Se a política é como as nuvens, a matemática ‘ainda’ é uma ciência exata. Digo ‘ainda’ pois não duvidaria de Cunha propor a revogação do teorema de Pitágoras ou a alteração da ordem do nosso sistema numérico e ter dezenas de deputados dizendo que ‘pelo meu filho, pela minha família, pelo Brasil e por Deus’ eu voto ‘sim’.
Antes de ter seus pilares revogados socorro-me da matemática para mostrar uma incrível coincidência numérica (e uma reveladora desfaçatez política) nos números da votação de ontem e os da eleição de Cunha à Presidência da Câmara em fevereiro de 2015.

Naquela eleição Eduardo Cunha teve 267 votos (o suficiente para vencer a disputa em primeiro turno); Arlindo Chinaglia (PT) obteve 136; Júlio Delgado (PSB/PSDB e congêneres, 100); e Chico Alencar (PSOL), 8 votos,
Se você somar Cunha e Julio se chega aos exatos 367 dados ao ‘sim’ ontem. E somando-se Chinaglia e Alencar teremos 144 que é a soma dos votos ‘não’ com as abstenções. Isso demonstra que a correlação de forças na Câmara dos Deputados manteve-se idêntica neste período.

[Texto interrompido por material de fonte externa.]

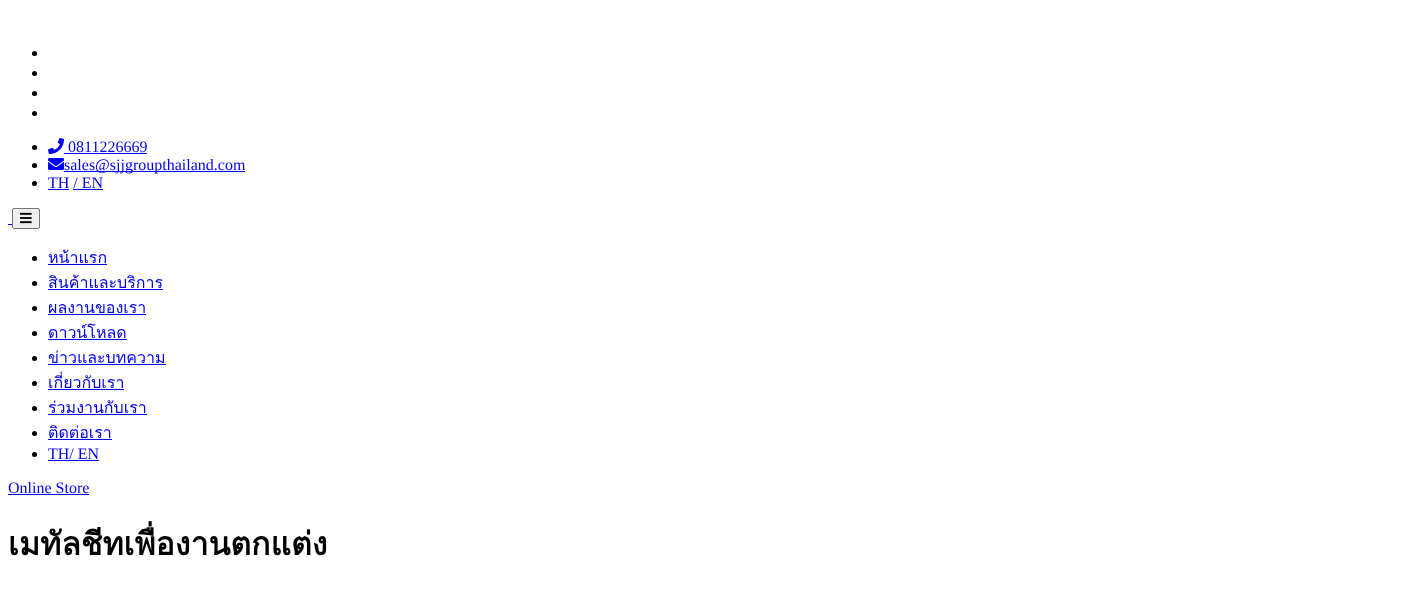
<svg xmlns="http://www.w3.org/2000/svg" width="1405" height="594">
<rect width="100%" height="100%" fill="#fff"/>
<circle cx="34.5" cy="53.5" r="2.5" fill="#000"/>
<circle cx="34.5" cy="73.5" r="2.5" fill="#000"/>
<circle cx="34.5" cy="93.5" r="2.5" fill="#000"/>
<circle cx="34.5" cy="113.5" r="2.5" fill="#000"/>
<circle cx="34.5" cy="147.5" r="2.5" fill="#000"/>
<image x="48" y="138" width="16" height="16" href="media/1.png"/>
<text x="68" y="152" style="font-family:Liberation Serif;font-size:16px;fill:#00e">0811226669</text>
<rect x="64" y="153" width="83" height="1" fill="#00e"/>
<circle cx="34.5" cy="165.5" r="2.5" fill="#000"/>
<image x="48" y="158" width="16" height="12" href="media/2.png"/>
<rect x="64" y="171" width="181" height="1" fill="#00e"/>
<text x="64" y="170" style="font-family:Liberation Serif;font-size:16px;fill:#00e">sales@sjjgroupthailand.com</text>
<circle cx="34.5" cy="183.5" r="2.5" fill="#000"/>
<text x="48" y="188" style="font-family:Liberation Serif;font-size:16px;fill:#00e">TH / EN</text>
<rect x="48" y="189" width="21" height="1" fill="#00e"/>
<rect x="73" y="189" width="30" height="1" fill="#00e"/>
<rect x="8" y="224" width="4" height="1" fill="#00e"/>
<rect x="12.5" y="208.5" width="27" height="20" rx="1.5" fill="#efefef" stroke="#767676"/>
<image x="20" y="212" width="12" height="12" href="media/3.png"/>
<circle cx="34.5" cy="258.5" r="2.5" fill="#000"/>
<text x="48" y="263" style="font-family:Loma;font-size:16px;fill:#00e">หน้าแรก</text>
<rect x="48" y="264" width="59" height="1" fill="#00e"/>
<circle cx="34.5" cy="283.5" r="2.5" fill="#000"/>
<text x="48" y="288" style="font-family:Loma;font-size:16px;fill:#00e">สินค้าและบริการ</text>
<rect x="48" y="289" width="115" height="1" fill="#00e"/>
<circle cx="34.5" cy="308.5" r="2.5" fill="#000"/>
<text x="48" y="313" style="font-family:Loma;font-size:16px;fill:#00e">ผลงานของเรา</text>
<rect x="48" y="314" width="98" height="1" fill="#00e"/>
<circle cx="34.5" cy="333.5" r="2.5" fill="#000"/>
<text x="48" y="338" style="font-family:Loma;font-size:16px;fill:#00e">ดาวน์โหลด</text>
<rect x="48" y="339" width="79" height="1" fill="#00e"/>
<circle cx="34.5" cy="358.5" r="2.5" fill="#000"/>
<text x="48" y="363" style="font-family:Loma;font-size:16px;fill:#00e">ข่าวและบทความ</text>
<rect x="48" y="364" width="118" height="1" fill="#00e"/>
<circle cx="34.5" cy="383.5" r="2.5" fill="#000"/>
<text x="48" y="388" style="font-family:Loma;font-size:16px;fill:#00e">เกี่ยวกับเรา</text>
<rect x="48" y="389" width="76" height="1" fill="#00e"/>
<circle cx="34.5" cy="408.5" r="2.5" fill="#000"/>
<text x="48" y="413" style="font-family:Loma;font-size:16px;fill:#00e">ร่วมงานกับเรา</text>
<rect x="48" y="414" width="99" height="1" fill="#00e"/>
<circle cx="34.5" cy="433.5" r="2.5" fill="#000"/>
<text x="48" y="438" style="font-family:Loma;font-size:16px;fill:#00e">ติดต่อเรา</text>
<rect x="48" y="439" width="64" height="1" fill="#00e"/>
<circle cx="34.5" cy="454.5" r="2.5" fill="#000"/>
<text x="48" y="459" style="font-family:Liberation Serif;font-size:16px;fill:#00e">TH/ EN</text>
<rect x="48" y="460" width="51" height="1" fill="#00e"/>
<text x="8" y="493" style="font-family:Liberation Serif;font-size:16px;fill:#00e">Online Store</text>
<rect x="8" y="494" width="81" height="1" fill="#00e"/>
<text x="8" y="555" style="font-family:Loma;font-size:32px;font-weight:bold;fill:#000">เมทัลชีทเพื่องานตกแต่ง</text>
</svg>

O Governo, durante todo este tempo, é quem acreditou em moreiras, padilhas, michéis e demais pastores de estranhas catedrais, deu-lhes cargos, carros oficiais, tapetes vermelhos e no momento oportuno eles deram uma sonora banana para a democracia e para a governabilidade e embarcaram na insensata nau golpista.

Os números coincidentes entre as duas votações jogam uma pá de cal nos inocentes que acreditam que parte da Câmara agiu acovardada com medo das ‘fiespianas’ manifestações de rua ou da ‘globolobotomizada’ ação dos defensores do golpe nas redes sociais. Ledo engano. São os mesmos em posicionamento e voto desde que tomaram posse até o fatídico domingo.

De novo, apenas, a revelação de um grupo de parlamentares pusilânimes, com limitada capacidade intelectual e superlativa venalidade no trato do interesse público. Democracia? Constituição? Soberania? Que é isso? “Minha mãe, meu pai, meu vô’! Esses são imprescindíveis.

E durma-se com um barulho desses e com a precisão matemática que colocou uma cunha em nossa jovem democracia.